Strengths and limitations

This cross-sectional study has the following strengths: (1) scoping searches were conducted to identify knowledge gaps, (2) pilot studies were conducted to calibrate researchers and fine-tune research questions and methodology, (3) a protocol was developed and published a priori [6], and (4) all raw data were included with this manuscript or recorded in Open Science Framework (https://osf.io/ka7mp/). This study also has limitations. First, the findings of this cross-sectional study are expected to be better than those reported in the entire body of orthodontic literature, because we assessed reviews published in the five leading orthodontic journals and those listed in the Cochrane Database of Systematic Reviews. Second, the risk of selective (non) reporting bias regarding adverse effects in the eligible reviews. Third, only reviews published in a pre-established period (August 1 2009 until July 31 2021) were eligible, instead of having considered a larger sample, e.g., by having included reviews prior to the inception date. However, we chose this inception date, because it coincides with the launch of the PRISMA statement [31, 32], which provides reviewers better guidance on reporting.

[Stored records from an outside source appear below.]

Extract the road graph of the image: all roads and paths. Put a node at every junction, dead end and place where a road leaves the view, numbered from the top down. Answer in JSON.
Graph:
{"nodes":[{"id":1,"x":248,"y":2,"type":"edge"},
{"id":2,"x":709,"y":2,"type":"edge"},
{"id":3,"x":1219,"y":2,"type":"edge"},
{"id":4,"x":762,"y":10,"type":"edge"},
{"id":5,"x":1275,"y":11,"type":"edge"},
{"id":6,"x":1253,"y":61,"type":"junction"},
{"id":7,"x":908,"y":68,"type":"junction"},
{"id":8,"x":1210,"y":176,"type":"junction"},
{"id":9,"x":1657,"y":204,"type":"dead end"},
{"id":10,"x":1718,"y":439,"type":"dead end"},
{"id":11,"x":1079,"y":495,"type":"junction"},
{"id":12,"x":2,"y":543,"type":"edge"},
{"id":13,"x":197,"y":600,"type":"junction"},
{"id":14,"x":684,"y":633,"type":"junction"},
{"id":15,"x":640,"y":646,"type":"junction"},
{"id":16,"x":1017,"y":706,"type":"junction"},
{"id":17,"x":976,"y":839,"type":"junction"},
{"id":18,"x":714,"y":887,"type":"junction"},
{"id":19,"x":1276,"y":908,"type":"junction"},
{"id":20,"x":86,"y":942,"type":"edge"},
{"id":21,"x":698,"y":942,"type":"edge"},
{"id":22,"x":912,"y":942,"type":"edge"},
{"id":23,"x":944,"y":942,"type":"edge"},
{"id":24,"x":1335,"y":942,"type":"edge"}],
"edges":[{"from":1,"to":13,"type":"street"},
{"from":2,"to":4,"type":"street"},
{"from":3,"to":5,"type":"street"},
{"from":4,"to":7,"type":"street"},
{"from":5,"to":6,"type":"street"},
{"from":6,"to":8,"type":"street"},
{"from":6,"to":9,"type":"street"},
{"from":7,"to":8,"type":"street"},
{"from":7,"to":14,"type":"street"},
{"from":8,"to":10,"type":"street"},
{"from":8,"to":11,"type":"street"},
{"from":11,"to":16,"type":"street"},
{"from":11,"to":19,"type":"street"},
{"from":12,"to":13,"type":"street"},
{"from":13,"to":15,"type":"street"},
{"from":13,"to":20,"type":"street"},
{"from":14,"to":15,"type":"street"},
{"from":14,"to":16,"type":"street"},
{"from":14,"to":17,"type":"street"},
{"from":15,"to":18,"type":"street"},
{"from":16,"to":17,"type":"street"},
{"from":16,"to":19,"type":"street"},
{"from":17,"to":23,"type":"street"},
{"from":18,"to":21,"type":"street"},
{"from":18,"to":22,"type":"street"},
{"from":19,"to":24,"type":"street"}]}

Implications and future research

Several of our findings seem promising at a first glance. For example, the proportion of reviews that sought and reported adverse effects was relatively high, i.e., (84.7% (83/98), but a variety of issues has to be considered when interpreting this finding. First, this proportion only refers to whether or not reviewers implemented this item, but not how. For example, the reviewers could have reported on just one or a selection of all adverse effects assessed and reported in the eligible studies for their reviews. Second, this proportion also does not give any information on the magnitude, and duration of adverse effects nor on the time points for assessing them. Third, we do not know whether all adverse effects were indeed sought and reported as originally planned in the registered protocols of the included reviews. For example, Parsons et al. [39] showed that this was not the case in their sample of systematic reviews of health care interventions. In 35% (51/146) of these reviews they found discrepancies between what was planned in the protocol as registered in PROSPERO and what was reported on adverse effects in the final published reviews. Fourth, a wide body of evidence has shown that adverse events were often assessed inconsistently and reported inadequately in clinical trials and that most results on these events were not available in public sources [8, 40,41,42]. If these limitations also apply to the clinical trials that fed the reviews of this study one should further question the validity of the findings on adverse effect of systematic reviews of orthodontic interventions.

Strategies to improve the validity of what is reported on adverse effects of orthodontic interventions in systematic reviews include developing tailored core outcome sets on these effects [43] as well as guidelines for assessing and reporting them in both primary research and systematic reviews. Additional strategies on synthesizing adverse effects in systematic reviews at multiple levels were published in a recent paper by Qureshi et al. [19]. By implementing such strategies progress on the assessing and reporting of adverse effects of orthodontic interventions in both primary studies and systematic reviews can be made.

In conclusion the promising findings of this study should be interpreted with caution by its end users, because they could be jeopardized by numerous uncertainties. Much research is ahead to create valid and usable knowledge on adverse effects of orthodontic interventions involving a wide body of stakeholders.